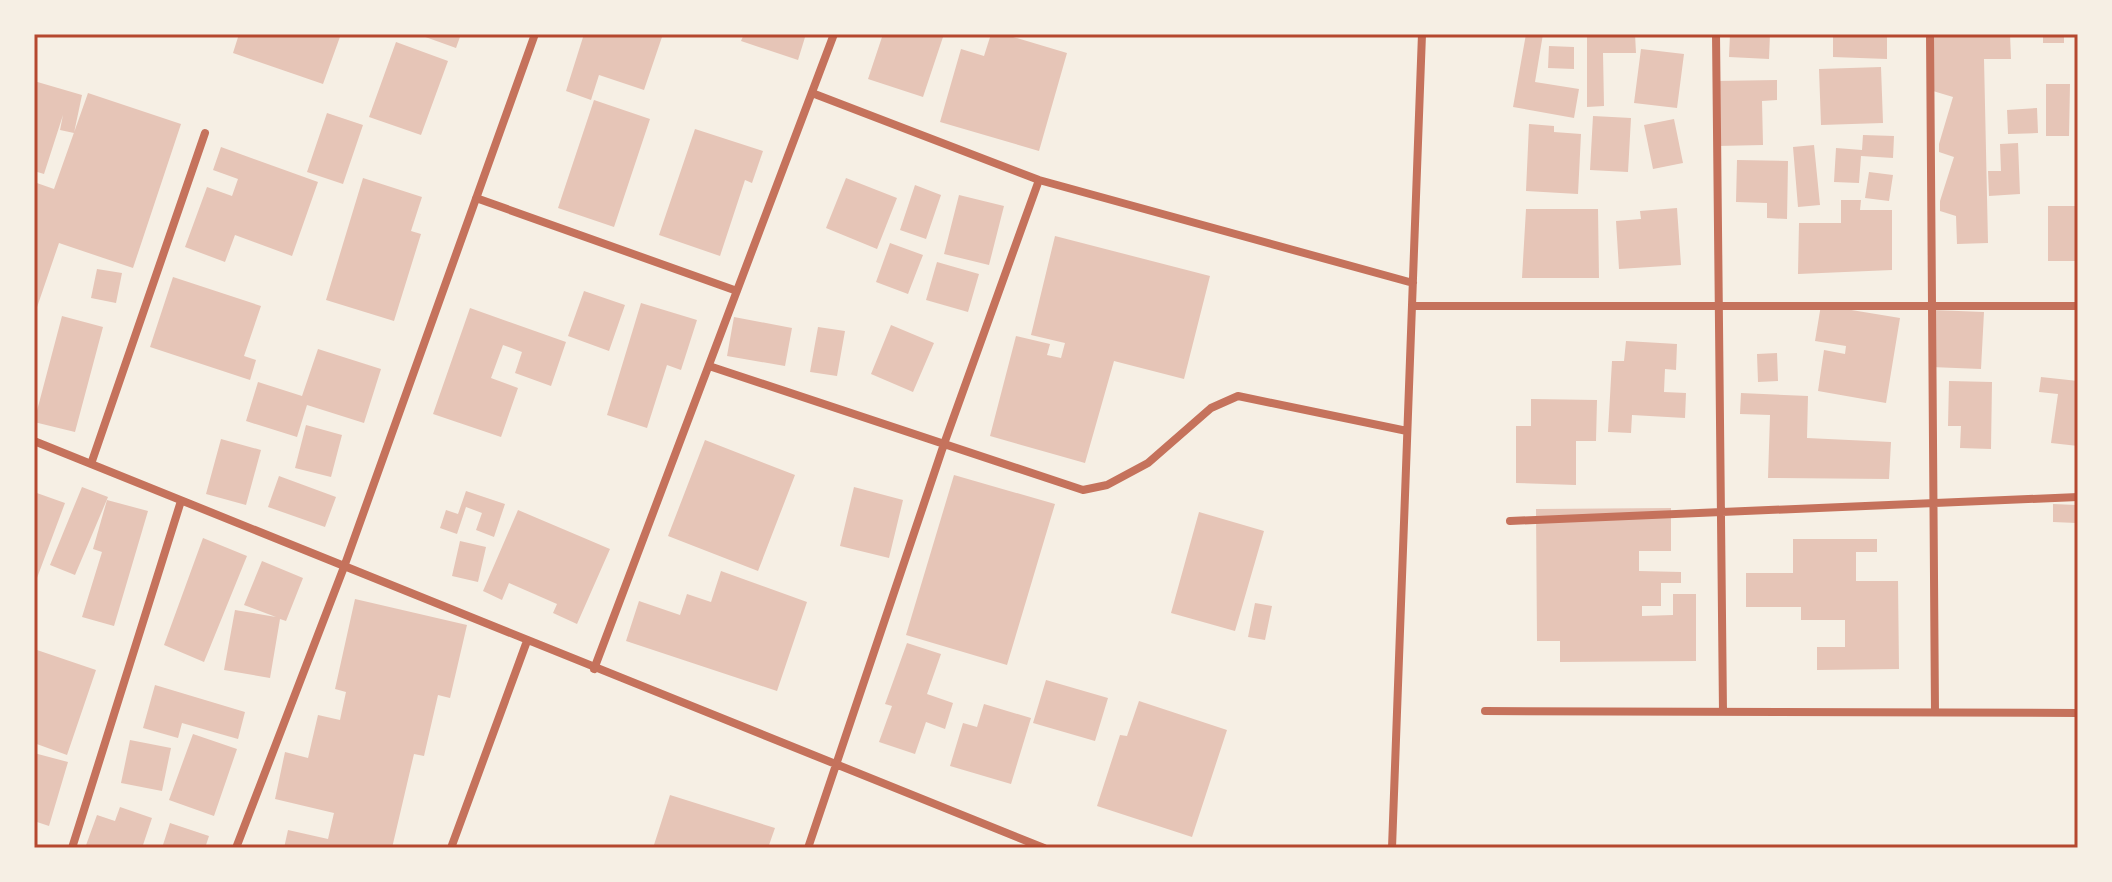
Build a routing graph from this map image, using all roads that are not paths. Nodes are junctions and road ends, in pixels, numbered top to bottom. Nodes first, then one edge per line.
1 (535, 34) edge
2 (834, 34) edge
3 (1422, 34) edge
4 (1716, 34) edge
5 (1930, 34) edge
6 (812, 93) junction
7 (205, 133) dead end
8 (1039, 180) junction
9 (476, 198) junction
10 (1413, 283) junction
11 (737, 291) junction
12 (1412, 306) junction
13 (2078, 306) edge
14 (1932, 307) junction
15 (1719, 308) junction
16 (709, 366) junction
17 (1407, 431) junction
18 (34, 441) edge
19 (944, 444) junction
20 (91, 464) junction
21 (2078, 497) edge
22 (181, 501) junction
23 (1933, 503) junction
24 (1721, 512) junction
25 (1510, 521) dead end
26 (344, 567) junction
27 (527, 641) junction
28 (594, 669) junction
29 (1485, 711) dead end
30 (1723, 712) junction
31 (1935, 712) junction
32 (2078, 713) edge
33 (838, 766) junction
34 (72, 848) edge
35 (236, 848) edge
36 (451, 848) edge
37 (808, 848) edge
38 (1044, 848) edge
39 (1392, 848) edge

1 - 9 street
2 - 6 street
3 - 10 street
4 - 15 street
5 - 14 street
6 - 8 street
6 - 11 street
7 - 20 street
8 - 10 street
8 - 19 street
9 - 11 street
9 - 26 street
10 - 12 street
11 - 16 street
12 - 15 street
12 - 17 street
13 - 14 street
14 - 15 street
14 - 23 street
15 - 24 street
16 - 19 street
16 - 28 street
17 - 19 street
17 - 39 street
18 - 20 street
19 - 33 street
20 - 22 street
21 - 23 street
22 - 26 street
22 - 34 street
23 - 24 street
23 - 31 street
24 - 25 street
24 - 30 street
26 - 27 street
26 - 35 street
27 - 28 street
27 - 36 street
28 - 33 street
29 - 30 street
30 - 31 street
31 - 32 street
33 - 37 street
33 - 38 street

• **Required work**: Gather each line of the listing that holds the string "dead".

• **Expected output**:
7 (205, 133) dead end
25 (1510, 521) dead end
29 (1485, 711) dead end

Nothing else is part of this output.